A PM acompanhou tudo com 60 homens na Candelária e mais 140 espalhados pelo centro da cidade. No meio da tarde, ainda havia mais PMs que manifestantes.
"O fato de haver pouca gente das comunidades não diminui o ato, os movimentos sociais também são do povo. Mas eu gostaria de saber por que o governo não filma as manifestações dos ricos. Quero saber se filmar manifestação é tarefa da PM", questionou André Fernandes, 29, coordenador do movimento Favelania e dirigente da FLP.
Segundo ele, os moradores de favela faltaram porque temeram ser identificados pelos PMs que trabalham nas comunidades. Ficou clara, porém, a dificuldade da FLP para mobilizar as favelas.
Além dos moradores da Ilha do Governador, também havia representantes do morro da Mineira e da favela de Acari.
Dos integrantes de movimentos organizados, havia 65 sem-teto trazidos pelo MTST (Movimento dos Sem Teto), além de membros do MST (Movimento dos Trabalhadores Rurais Sem Terra), universitários, padres, pastores evangélicos, militantes de partidos de esquerda, funkeiros, sindicalistas da CUT (Central Única dos trabalhadores) e líderes comunitários.

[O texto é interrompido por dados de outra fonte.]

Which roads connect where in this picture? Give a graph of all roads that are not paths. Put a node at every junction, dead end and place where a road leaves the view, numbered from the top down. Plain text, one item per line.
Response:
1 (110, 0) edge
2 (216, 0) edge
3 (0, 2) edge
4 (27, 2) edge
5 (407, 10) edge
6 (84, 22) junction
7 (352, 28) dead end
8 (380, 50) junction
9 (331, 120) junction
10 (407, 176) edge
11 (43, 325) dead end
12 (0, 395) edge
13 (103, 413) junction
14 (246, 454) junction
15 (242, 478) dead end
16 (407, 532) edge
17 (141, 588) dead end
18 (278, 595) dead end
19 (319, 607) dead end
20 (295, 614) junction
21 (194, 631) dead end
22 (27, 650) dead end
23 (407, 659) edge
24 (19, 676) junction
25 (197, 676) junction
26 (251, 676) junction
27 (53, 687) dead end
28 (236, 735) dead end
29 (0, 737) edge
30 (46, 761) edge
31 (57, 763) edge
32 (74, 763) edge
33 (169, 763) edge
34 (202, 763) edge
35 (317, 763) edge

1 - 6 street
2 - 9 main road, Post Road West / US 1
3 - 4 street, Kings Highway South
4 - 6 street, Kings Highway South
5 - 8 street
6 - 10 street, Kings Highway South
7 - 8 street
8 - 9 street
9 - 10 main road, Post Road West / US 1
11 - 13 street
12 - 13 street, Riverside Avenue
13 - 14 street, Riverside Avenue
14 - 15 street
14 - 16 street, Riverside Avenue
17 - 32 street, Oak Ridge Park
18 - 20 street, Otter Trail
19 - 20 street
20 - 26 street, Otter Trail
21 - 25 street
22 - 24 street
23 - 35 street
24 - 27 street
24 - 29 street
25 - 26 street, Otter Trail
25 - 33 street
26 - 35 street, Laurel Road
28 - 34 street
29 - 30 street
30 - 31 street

Também estavam representados grupos tão diversos como o Movimento Anarco-Punk, o Movimento Negro Unificado e o Movimento Pré-Vestibular para Negros e Carentes.
Entre os participantes, havia desde gente que não sabia muito bem do que se tratava "a tal passeata" -como a sem-teto Priscila Oliveira, 25- até pessoas indignadas com a violência policial. "Não dá mais para suportar a polícia invadindo a nossa casa. Basta de morrer gente", afirmou a doméstica Renata Manhães, 22.
O presidente da Associação dos Moradores do Jacarezinho, Rumba Gabriel, faltou ao evento depois que a polícia ameaçou investigá-lo por incitação ao crime. Acabou sendo chamado de "soldado covarde" (veja texto nesta página).
A manifestação foi pacífica, com palavras de ordem, faixas e músicas puxadas por funkeiros e integrantes do movimento hip hop. Não houve incidentes. No final da tarde, os manifestantes saíram em passeata rumo à Central do Brasil.